(Dataset entries)
━━━━━━━━━━━━━━━━━━━━
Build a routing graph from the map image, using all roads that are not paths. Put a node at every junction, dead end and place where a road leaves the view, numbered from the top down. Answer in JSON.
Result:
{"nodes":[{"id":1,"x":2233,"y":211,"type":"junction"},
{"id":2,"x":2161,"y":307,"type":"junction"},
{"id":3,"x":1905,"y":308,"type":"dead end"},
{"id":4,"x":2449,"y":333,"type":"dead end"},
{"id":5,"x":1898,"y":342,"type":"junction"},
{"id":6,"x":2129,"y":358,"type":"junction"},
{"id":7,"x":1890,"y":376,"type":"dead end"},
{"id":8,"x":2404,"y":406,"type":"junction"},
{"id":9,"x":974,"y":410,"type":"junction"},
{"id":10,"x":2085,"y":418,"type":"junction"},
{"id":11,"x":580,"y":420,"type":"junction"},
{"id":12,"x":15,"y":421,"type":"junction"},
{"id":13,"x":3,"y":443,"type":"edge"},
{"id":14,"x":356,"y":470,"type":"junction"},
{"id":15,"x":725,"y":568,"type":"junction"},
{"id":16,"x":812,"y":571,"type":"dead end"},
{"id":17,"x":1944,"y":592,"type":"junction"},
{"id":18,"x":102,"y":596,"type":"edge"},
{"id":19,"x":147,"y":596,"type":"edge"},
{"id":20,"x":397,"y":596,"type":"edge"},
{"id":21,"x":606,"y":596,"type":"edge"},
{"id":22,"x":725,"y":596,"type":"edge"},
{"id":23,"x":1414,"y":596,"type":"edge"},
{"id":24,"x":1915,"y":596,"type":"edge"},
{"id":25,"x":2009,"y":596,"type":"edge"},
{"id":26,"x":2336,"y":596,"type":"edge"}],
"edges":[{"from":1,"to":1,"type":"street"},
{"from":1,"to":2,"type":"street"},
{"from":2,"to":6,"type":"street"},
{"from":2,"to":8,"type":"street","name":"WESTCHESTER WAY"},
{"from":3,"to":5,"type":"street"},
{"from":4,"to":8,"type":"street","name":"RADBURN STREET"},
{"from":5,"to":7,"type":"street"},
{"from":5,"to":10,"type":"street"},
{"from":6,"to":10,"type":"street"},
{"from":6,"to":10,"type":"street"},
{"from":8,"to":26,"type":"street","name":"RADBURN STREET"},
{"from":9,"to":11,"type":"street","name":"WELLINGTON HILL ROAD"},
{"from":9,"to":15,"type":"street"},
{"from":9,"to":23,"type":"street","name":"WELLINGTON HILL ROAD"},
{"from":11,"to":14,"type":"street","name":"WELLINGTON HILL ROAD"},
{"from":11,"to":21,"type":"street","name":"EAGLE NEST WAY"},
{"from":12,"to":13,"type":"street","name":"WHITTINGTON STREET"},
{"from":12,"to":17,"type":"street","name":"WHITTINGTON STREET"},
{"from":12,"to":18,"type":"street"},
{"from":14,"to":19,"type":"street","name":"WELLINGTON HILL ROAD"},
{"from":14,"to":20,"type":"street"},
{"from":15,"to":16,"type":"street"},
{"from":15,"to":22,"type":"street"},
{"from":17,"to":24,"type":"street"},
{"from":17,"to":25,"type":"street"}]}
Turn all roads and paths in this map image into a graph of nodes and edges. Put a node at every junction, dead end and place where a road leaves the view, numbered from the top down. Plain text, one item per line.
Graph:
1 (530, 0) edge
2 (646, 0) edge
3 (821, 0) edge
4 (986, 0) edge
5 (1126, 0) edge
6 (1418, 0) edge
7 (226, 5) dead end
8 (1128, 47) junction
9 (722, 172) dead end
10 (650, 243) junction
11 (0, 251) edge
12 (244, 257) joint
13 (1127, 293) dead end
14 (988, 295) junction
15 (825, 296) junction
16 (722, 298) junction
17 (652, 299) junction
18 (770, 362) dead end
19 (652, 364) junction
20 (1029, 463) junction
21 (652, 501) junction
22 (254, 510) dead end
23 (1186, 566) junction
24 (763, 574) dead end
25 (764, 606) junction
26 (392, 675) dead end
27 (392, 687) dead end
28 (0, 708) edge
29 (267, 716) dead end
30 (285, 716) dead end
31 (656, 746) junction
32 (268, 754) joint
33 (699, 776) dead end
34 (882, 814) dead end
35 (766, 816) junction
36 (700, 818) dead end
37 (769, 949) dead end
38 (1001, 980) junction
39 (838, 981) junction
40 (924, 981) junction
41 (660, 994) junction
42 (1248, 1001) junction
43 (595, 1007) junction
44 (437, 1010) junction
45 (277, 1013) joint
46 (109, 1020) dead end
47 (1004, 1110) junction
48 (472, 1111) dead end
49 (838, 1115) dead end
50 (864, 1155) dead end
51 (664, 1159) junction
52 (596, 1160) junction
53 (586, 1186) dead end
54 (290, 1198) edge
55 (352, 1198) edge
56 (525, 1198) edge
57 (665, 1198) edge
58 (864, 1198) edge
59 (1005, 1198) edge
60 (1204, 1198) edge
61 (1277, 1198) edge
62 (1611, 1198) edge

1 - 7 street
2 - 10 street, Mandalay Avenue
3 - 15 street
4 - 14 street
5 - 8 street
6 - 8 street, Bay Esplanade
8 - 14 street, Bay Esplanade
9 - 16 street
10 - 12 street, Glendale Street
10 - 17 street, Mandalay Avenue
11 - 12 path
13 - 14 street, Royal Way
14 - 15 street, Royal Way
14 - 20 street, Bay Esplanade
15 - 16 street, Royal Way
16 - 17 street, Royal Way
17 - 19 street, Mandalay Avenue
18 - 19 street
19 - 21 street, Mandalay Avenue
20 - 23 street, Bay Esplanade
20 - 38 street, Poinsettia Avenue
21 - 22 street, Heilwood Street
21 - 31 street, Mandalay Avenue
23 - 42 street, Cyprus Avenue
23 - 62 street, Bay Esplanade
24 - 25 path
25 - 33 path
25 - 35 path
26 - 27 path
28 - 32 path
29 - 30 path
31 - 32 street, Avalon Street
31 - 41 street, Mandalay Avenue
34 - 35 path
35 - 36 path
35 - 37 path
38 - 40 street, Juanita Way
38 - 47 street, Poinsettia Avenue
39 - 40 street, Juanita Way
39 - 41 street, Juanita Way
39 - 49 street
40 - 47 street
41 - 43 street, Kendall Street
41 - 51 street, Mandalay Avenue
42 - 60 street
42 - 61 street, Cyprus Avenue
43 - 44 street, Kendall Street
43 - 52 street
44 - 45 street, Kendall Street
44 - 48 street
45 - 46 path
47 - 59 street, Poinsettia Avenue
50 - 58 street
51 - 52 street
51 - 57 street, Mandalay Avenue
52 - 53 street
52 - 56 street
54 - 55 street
━━━━━━━━━━━━━━━━━━━━
> _What is needed_:
Where a line in the data contains the string "RADBURN", add it to your count, and give only the final number.

> _The completed task_:
2